There’s been a lot of handwringing in Washington over the seeming end of the happy era of nonpartisanship in transportation matters. Issues once decided in collegial agreement, the lament goes, now inexplicably are part of the bloody ideological combat that’s come to Congress.
But all sides put their cards on the table in the past month, and it looks from here that tax-and-spend Democrats and Tea Party-paralyzed Republicans actually are in some kind of rough agreement, although it’s hardly an agreement worth celebrating.
It’s an agreement that the benefits of transportation investment should be defined very narrowly and they should come without any particular cost.
That’s a charge hurled often enough at the Democratic side, but in fact it’s entirely nonpartisan.
Just look at the two seemingly disparate events that happened in official Washington last week.
First, President Obama released a budget that includes plans to spend some $476 billion over the next six years without any realistic way to pay for what infrastructure advocates call investment. That’s drawn plenty of derision, but it also puts the White House solidly in the mainstream of transportation planning in Washington.

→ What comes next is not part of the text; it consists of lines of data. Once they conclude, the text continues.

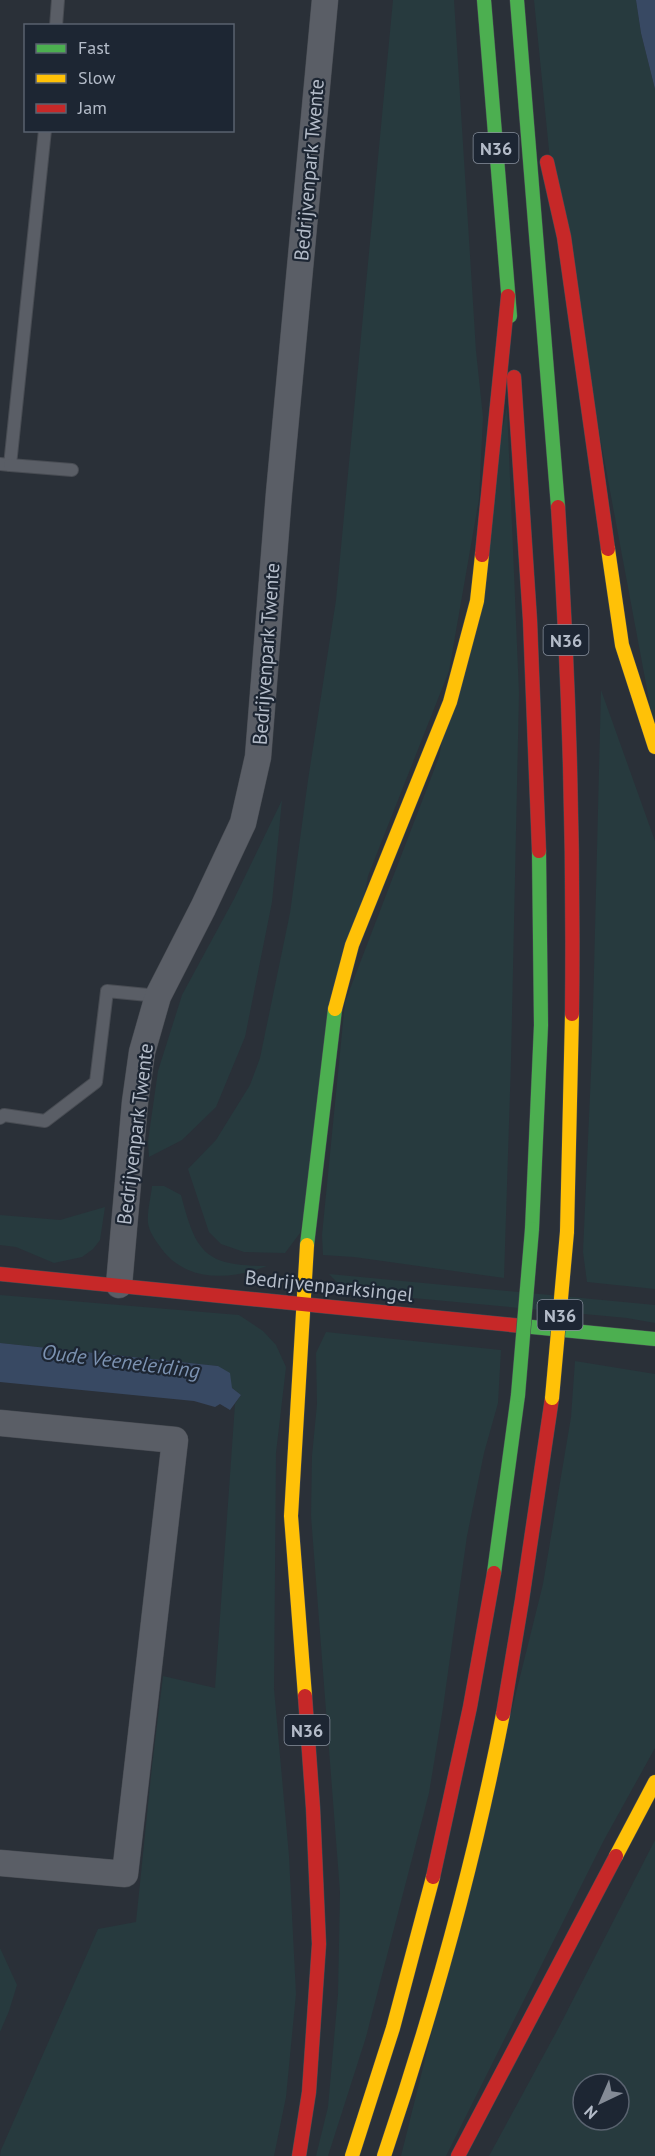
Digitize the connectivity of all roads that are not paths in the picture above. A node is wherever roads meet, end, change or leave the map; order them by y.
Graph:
1 (58, 0) edge
2 (325, 0) edge
3 (484, 0) edge
4 (518, 0) edge
5 (56, 24) edge
6 (521, 49) junction
7 (45, 132) edge
8 (508, 296) junction
9 (5, 465) edge
10 (72, 470) dead end
11 (655, 747) edge
12 (158, 996) junction
13 (0, 1118) edge
14 (0, 1274) edge
15 (118, 1285) junction
16 (302, 1303) junction
17 (655, 1338) edge
18 (0, 1423) edge
19 (655, 1782) edge
20 (0, 1863) edge
21 (299, 2156) edge
22 (352, 2156) edge
23 (384, 2156) edge
24 (458, 2156) edge

1 - 5 lane
2 - 12 street, Bedrijvenpark Twente
3 - 8 main road, N36
4 - 6 main road, N36
6 - 11 main road, N36
6 - 23 main road, N36, bridge
7 - 9 lane
8 - 16 main road, N36
8 - 22 main road, N36, bridge
9 - 10 lane
12 - 13 lane
12 - 15 street, Bedrijvenpark Twente
14 - 15 main road, Bedrijvenparksingel
15 - 16 main road, Bedrijvenparksingel
16 - 17 main road, Bedrijvenparksingel
16 - 21 main road, N36
18 - 20 street
19 - 24 main road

The administration budget doesn’t exactly say the funding for transportation can’t be found. But the White House finds the $30 billion annually needed for its plan in what’s been called a “peace dividend” as military actions wind down in Iraq and Afghanistan.
Counting as revenue money not spent as revenue is dubious by just about any accounting standard, even government accounting.
The House transportation spending plan is no better, which is why the thing fractured shortly after Rep. John Mica, chairman of the House Transportation and Infrastructure Committee, put it out for display. The additional revenue from Mica’s plan would come from increased energy development, including drilling in protected areas that is currently banned and highly contentious and shale oil development that doesn’t even exist yet.
Rep. Ed Markey, D-Mass., said the funding was based on “fake oil revenues that are never going to materialize.”
To listen to the barbs flying back and forth, you’d think the dispute in transportation funding is over the spending. But it’s really a dispute over whose plan for phantom revenue is most acceptable.
Meanwhile, real transportation concerns are being pushed aside. Planning for highways, intermodal connectors and more narrow matters such as driver work rules and the Harbor Maintenance Tax remain in limbo.
Private industry, which suffers from the lack of adequate infrastructure to move goods, can throw up its hands and lament the lost opportunities. But the highly imperfect matters that floated to the surface this month suggest some progress.
Now, the private industry groups that have issued their couched and careful statements on the various proposals could help that process by helping government officials identify real revenue rather than the kind that is simply fashioned from political intentions.